Irons Linda, Latorre Marcos, Humphrey Jay D
Department of Biomedical Engineering, Yale University, New Haven, CT, USA.
Ann Biomed Eng. 2021 Jul;49(7):1701-1715. doi: 10.1007/s10439-020-02713-8. Epub 2021 Jan 7.
Tissue-level biomechanical properties and function derive from underlying cell signaling, which regulates mass deposition, organization, and removal. Here, we couple two existing modeling frameworks to capture associated multiscale interactions-one for vessel-level growth and remodeling and one for cell-level signaling-and illustrate utility by simulating aortic remodeling. At the vessel level, we employ a constrained mixture model describing turnover of individual wall constituents (elastin, intramural cells, and collagen), which has proven useful in predicting diverse adaptations as well as disease progression using phenomenological constitutive relations. Nevertheless, we now seek an improved mechanistic understanding of these processes; we replace phenomenological relations in the mixture model with a logic-based signaling model, which yields a system of ordinary differential equations predicting changes in collagen synthesis, matrix metalloproteinases, and cell proliferation in response to altered intramural stress, wall shear stress, and exogenous angiotensin II. This coupled approach promises improved understanding of the role of cell signaling in achieving tissue homeostasis and allows us to model feedback between vessel mechanics and cell signaling. We verify our model predictions against data from the hypertensive murine infrarenal abdominal aorta as well as results from validated phenomenological models, and consider effects of noisy signaling and heterogeneous cell populations.

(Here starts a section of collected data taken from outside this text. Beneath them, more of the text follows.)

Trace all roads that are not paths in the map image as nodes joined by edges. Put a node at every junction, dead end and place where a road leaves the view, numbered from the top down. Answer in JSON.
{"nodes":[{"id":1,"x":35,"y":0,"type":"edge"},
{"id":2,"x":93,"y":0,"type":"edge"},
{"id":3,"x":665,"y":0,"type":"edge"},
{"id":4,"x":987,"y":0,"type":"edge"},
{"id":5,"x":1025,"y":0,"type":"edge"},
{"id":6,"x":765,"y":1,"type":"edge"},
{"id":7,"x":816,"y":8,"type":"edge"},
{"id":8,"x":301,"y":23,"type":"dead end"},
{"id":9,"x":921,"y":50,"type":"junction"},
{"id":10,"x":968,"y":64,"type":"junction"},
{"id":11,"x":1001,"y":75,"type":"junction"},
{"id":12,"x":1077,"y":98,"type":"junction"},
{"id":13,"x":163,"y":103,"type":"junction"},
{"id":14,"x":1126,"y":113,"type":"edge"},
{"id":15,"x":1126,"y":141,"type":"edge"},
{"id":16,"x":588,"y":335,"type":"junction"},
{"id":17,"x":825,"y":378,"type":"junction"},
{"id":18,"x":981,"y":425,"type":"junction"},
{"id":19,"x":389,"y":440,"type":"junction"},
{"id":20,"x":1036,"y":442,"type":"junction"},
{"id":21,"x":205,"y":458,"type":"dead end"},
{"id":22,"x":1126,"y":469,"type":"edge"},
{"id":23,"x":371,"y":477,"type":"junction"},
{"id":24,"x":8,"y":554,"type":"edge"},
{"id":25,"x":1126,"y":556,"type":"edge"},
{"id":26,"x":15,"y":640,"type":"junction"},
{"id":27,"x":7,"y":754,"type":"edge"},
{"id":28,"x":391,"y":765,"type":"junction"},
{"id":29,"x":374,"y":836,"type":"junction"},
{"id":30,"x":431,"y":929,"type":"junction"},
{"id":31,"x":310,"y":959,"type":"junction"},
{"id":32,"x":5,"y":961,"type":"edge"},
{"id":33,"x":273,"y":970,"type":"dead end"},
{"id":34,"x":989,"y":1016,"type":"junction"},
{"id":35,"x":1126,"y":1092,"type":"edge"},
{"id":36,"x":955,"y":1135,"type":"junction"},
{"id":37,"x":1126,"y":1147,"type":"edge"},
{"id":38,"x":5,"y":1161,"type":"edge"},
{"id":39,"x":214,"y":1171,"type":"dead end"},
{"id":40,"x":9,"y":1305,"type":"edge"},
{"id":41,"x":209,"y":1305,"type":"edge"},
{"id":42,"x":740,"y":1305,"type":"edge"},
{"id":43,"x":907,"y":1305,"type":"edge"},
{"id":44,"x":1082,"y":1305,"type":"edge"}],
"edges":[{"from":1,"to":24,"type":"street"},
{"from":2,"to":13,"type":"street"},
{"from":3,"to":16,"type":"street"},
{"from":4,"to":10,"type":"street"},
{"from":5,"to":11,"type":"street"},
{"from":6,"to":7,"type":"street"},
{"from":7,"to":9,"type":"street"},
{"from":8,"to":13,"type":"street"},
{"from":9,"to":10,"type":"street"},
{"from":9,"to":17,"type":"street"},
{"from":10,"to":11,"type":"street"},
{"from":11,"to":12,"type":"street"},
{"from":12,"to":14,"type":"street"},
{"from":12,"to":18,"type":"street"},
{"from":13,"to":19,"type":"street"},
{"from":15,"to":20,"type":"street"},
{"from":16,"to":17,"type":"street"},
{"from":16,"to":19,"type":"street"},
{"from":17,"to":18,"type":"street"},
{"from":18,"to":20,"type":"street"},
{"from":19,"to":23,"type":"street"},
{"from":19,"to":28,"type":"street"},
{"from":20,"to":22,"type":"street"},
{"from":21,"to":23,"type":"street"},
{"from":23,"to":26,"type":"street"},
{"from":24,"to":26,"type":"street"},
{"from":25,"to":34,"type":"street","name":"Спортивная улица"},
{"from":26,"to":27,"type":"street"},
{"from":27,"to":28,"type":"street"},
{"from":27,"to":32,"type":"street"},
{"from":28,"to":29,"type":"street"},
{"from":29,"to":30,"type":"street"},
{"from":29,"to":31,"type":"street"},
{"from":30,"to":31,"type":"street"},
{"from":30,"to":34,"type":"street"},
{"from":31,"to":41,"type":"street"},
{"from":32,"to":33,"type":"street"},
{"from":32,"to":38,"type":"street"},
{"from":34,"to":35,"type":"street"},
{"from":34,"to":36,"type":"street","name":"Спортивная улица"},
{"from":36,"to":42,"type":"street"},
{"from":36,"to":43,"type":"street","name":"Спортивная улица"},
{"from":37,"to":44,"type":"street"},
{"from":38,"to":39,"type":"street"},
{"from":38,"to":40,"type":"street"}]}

组织水平的生物力学特性和功能源自潜在的细胞信号传导,该信号传导调节质量沉积、组织和清除。在此,我们将两个现有的建模框架结合起来,以捕捉相关的多尺度相互作用——一个用于血管水平的生长和重塑,另一个用于细胞水平的信号传导——并通过模拟主动脉重塑来说明其效用。在血管水平,我们采用一个约束混合模型来描述单个壁成分(弹性蛋白、壁内细胞和胶原蛋白)的更新,该模型已被证明在使用唯象本构关系预测各种适应性变化以及疾病进展方面很有用。然而,我们现在寻求对这些过程有更深入的机制理解;我们用基于逻辑的信号模型取代混合模型中的唯象关系,该模型产生一个常微分方程组,可预测胶原蛋白合成、基质金属蛋白酶和细胞增殖在壁内应力改变、壁面剪应力和外源性血管紧张素II作用下的变化。这种耦合方法有望更好地理解细胞信号传导在实现组织稳态中的作用,并使我们能够对血管力学和细胞信号传导之间的反馈进行建模。我们将模型预测结果与来自高血压小鼠肾下腹主动脉的数据以及经过验证的唯象模型的结果进行了验证,并考虑了噪声信号和异质细胞群体的影响。